Action item: Everything from the line with "middle tip: (1086, 869)" to the end of the entries should be set down exactly, except the pictures.

Records to process:

= Beginning of Section =

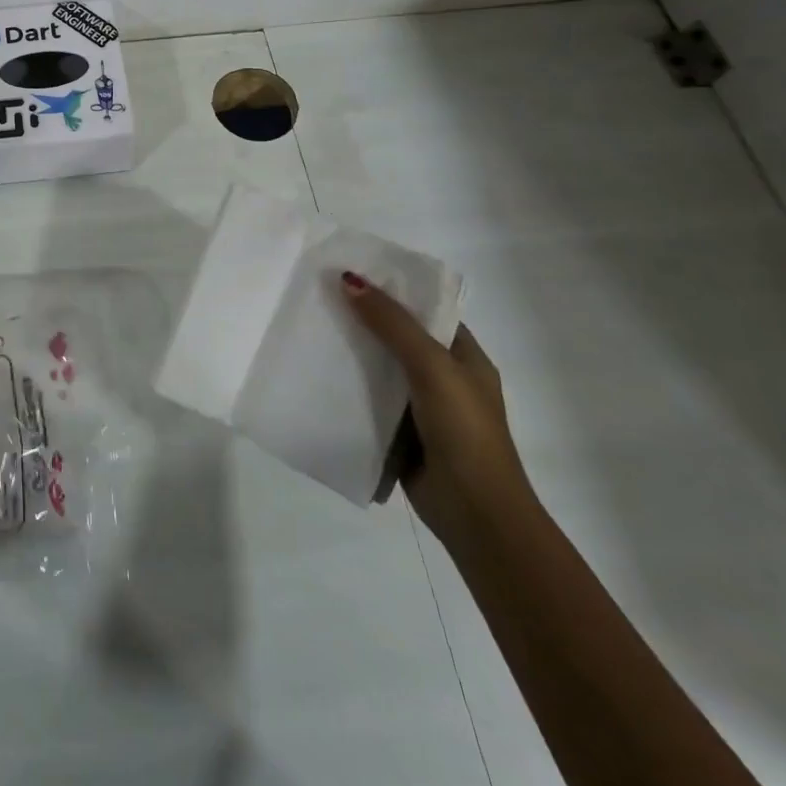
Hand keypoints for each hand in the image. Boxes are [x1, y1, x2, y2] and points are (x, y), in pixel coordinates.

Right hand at [339, 274, 538, 546]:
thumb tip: (349, 279)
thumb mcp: (432, 366)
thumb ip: (392, 324)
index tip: (351, 272)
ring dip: (351, 352)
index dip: (393, 290)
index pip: (426, 311)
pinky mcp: (400, 433)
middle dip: (364, 318)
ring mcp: (422, 408)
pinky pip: (368, 399)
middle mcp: (444, 378)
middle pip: (398, 337)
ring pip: (380, 368)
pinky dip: (347, 386)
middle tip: (320, 294)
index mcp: (465, 358)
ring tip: (309, 326)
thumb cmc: (464, 431)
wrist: (476, 514)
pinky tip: (316, 372)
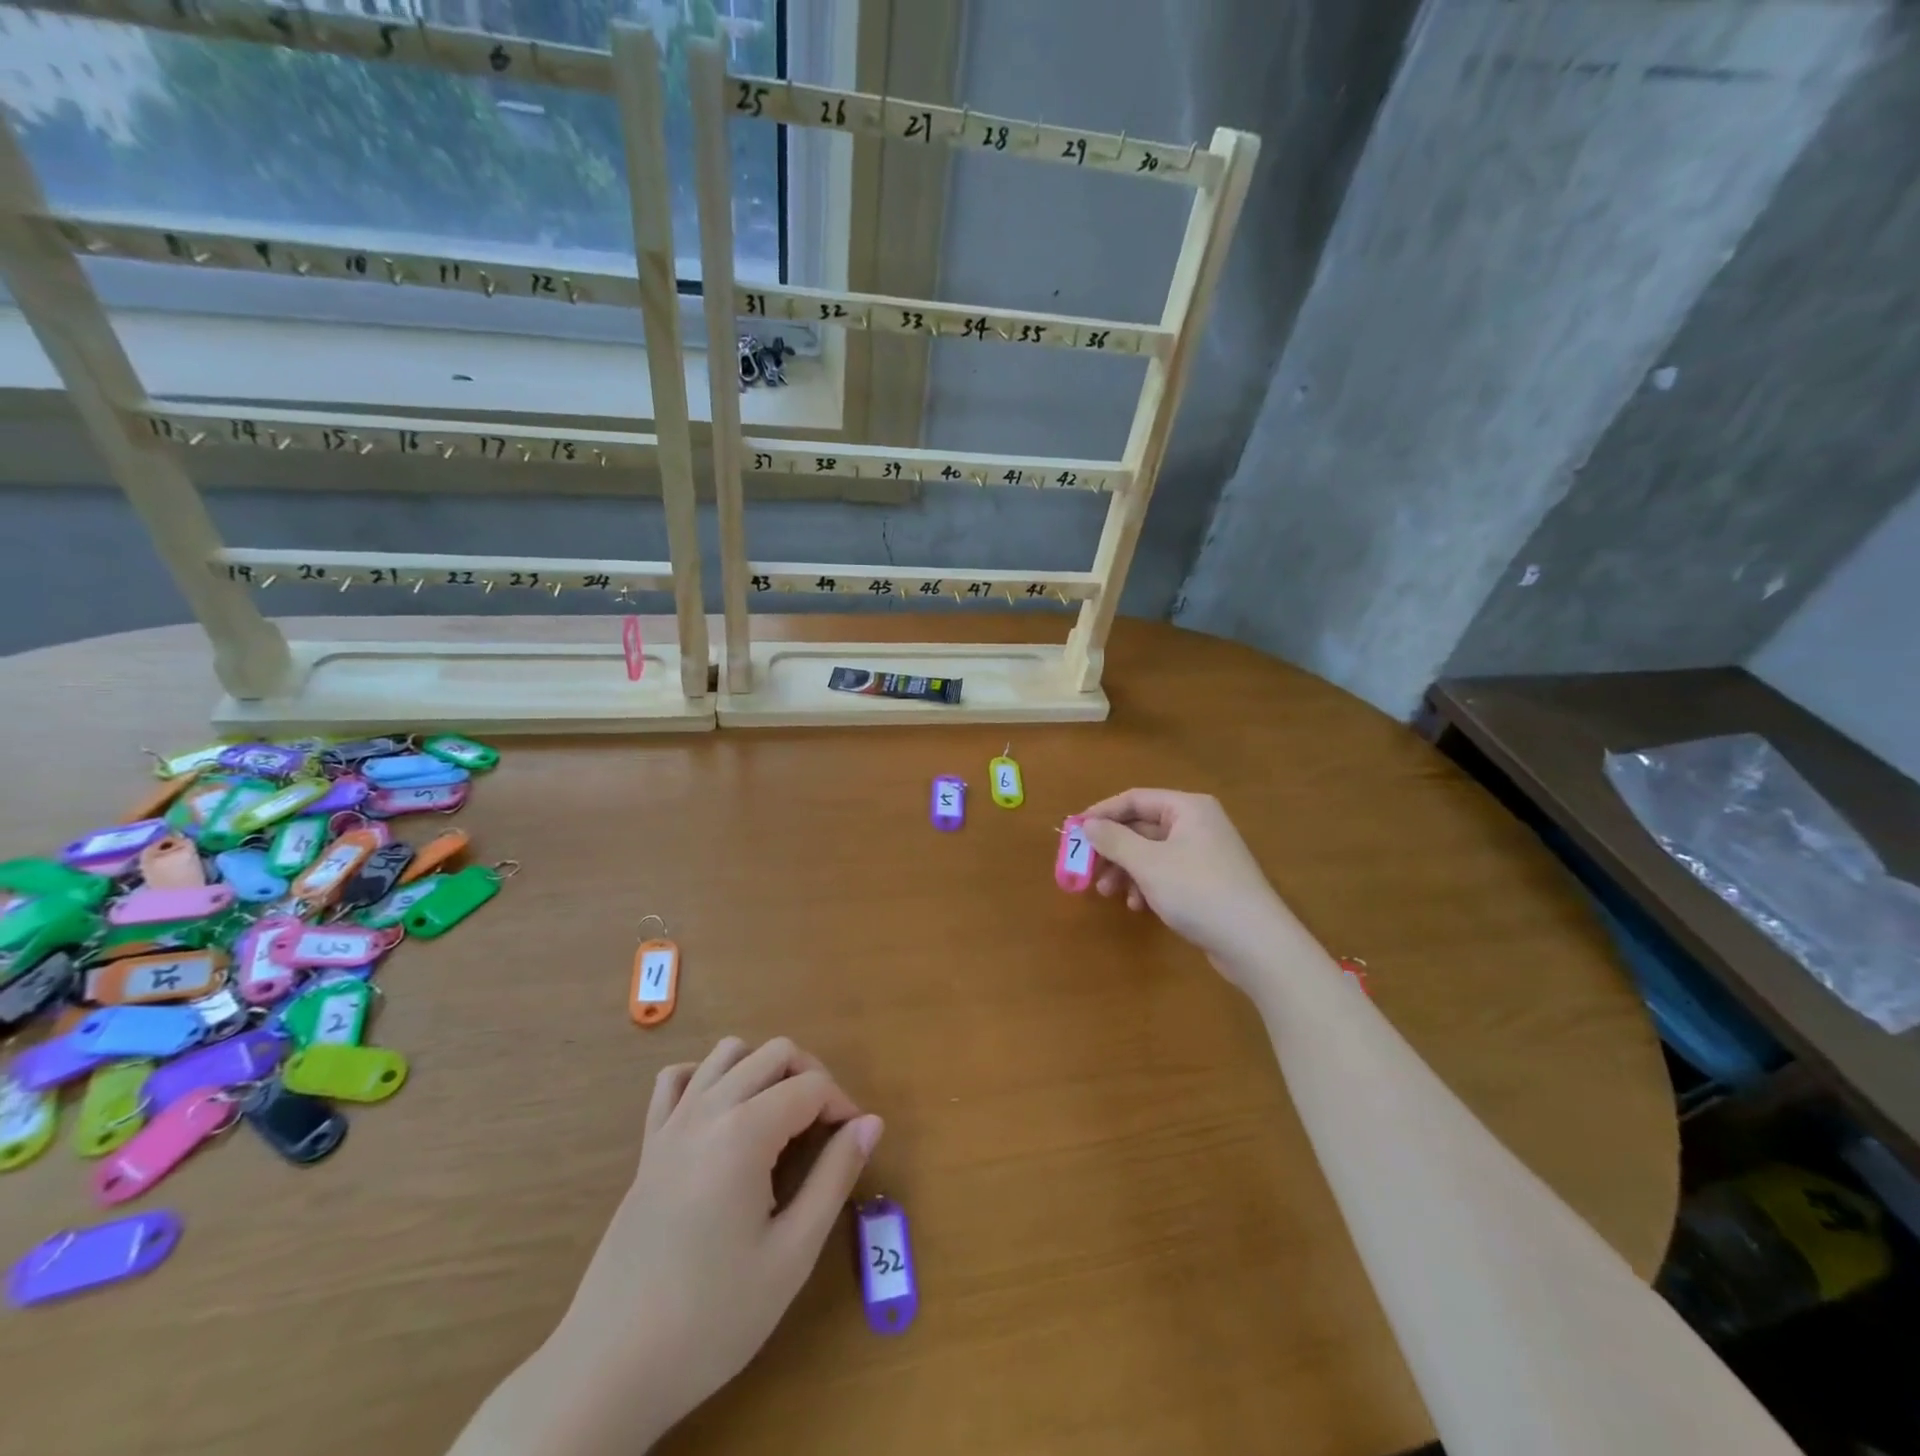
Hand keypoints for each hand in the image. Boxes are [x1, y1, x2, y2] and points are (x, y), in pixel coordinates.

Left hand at [531, 1037, 882, 1451]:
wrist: (611, 1367)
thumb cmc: (712, 1317)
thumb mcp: (792, 1254)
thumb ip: (835, 1177)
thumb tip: (871, 1123)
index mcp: (745, 1132)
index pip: (812, 1085)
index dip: (843, 1106)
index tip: (854, 1145)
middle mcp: (708, 1109)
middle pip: (775, 1052)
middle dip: (812, 1077)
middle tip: (826, 1130)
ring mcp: (672, 1123)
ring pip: (728, 1052)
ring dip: (765, 1069)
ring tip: (782, 1118)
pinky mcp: (649, 1145)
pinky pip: (677, 1079)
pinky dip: (708, 1077)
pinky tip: (724, 1116)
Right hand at [1080, 788, 1292, 984]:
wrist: (1256, 943)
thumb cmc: (1199, 892)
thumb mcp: (1148, 863)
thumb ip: (1113, 840)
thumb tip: (1087, 824)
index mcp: (1187, 808)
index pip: (1134, 799)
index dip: (1101, 814)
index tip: (1073, 833)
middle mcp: (1197, 824)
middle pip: (1141, 827)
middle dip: (1112, 849)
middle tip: (1086, 869)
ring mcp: (1204, 854)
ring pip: (1151, 853)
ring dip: (1125, 871)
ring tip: (1107, 894)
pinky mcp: (1206, 882)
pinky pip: (1166, 873)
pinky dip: (1146, 885)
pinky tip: (1137, 906)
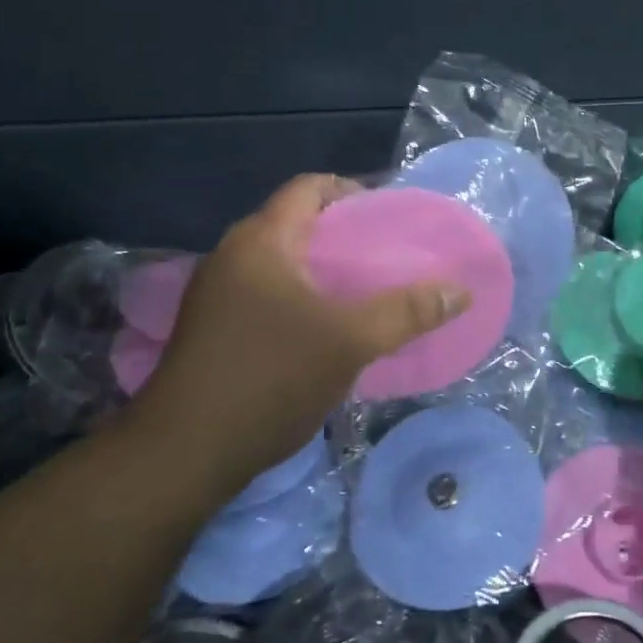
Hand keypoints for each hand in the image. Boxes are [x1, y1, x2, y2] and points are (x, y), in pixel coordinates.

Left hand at [133, 174, 469, 487]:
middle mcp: (232, 255)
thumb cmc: (269, 379)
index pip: (309, 187)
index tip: (389, 218)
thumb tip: (460, 291)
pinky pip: (266, 293)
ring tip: (364, 293)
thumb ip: (407, 311)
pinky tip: (325, 330)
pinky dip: (300, 298)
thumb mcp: (350, 342)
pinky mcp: (211, 329)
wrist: (182, 455)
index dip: (353, 191)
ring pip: (281, 262)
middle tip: (386, 258)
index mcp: (261, 241)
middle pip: (296, 223)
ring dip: (322, 270)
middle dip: (343, 235)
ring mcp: (216, 294)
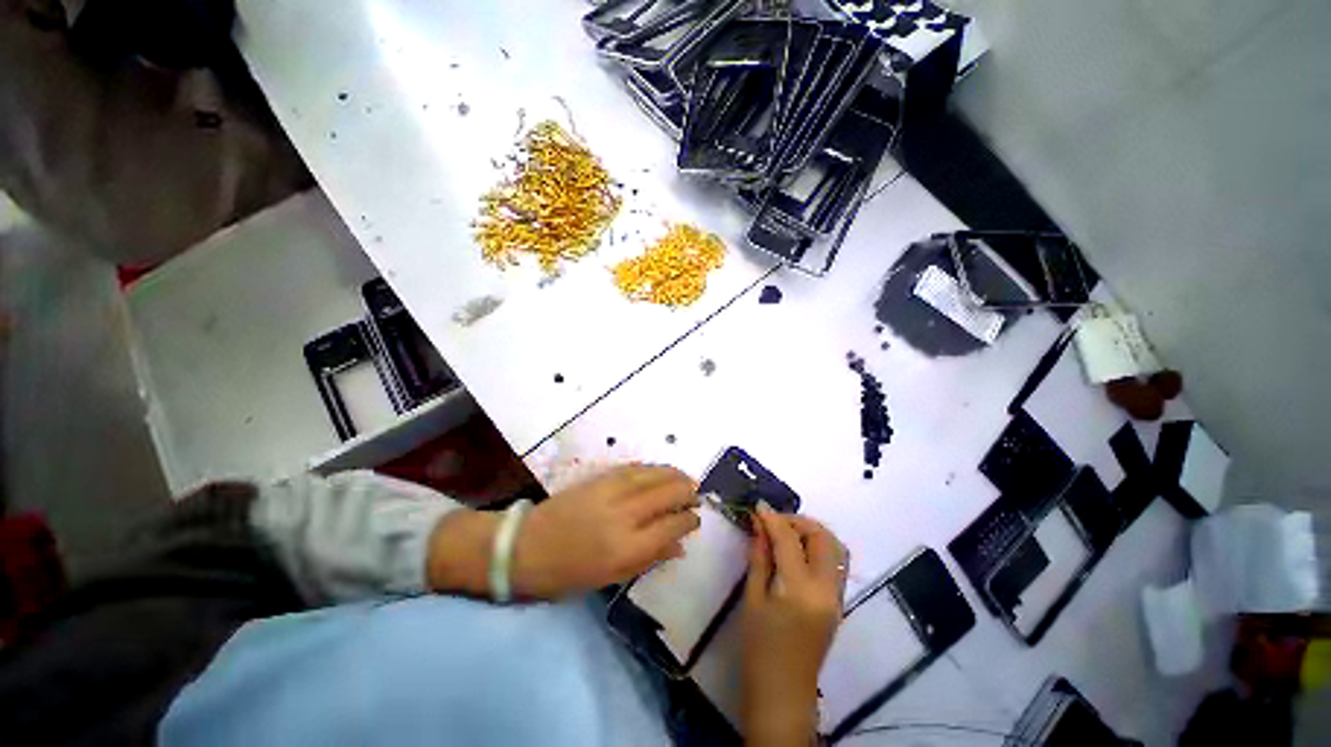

= End of Section =

Exercise solution:
middle tip: (1086, 869)
ring mcp: (1204, 854)
ring pip: (1151, 853)
ring dip: (1125, 871)
ring tip: (1107, 894)
pinky mcp: (1206, 882)
pinky pip: (1166, 873)
pinky dip: (1146, 885)
pinky tip: (1137, 906)
Hand keypoints for each hand in the image. Boxes are [x1, y1, x2, y2] and points are (x, y), in pixel coordinates.

Left hand at [133, 174, 469, 487]:
middle mcp: (232, 255)
thumb cmc: (269, 379)
index pip: (309, 187)
index tip: (389, 218)
thumb tip: (460, 291)
pinky pip: (266, 293)
ring tip: (364, 293)
thumb ip: (407, 311)
pinky tip: (325, 330)
pinky dip: (300, 298)
thumb mcp: (350, 342)
pinky mcp: (211, 329)
wrist: (182, 455)
index dip: (353, 191)
ring pip: (281, 262)
middle tip: (386, 258)
index mcp: (261, 241)
middle pip: (296, 223)
ring dip: (322, 270)
middle dip: (343, 235)
ring mcp: (216, 294)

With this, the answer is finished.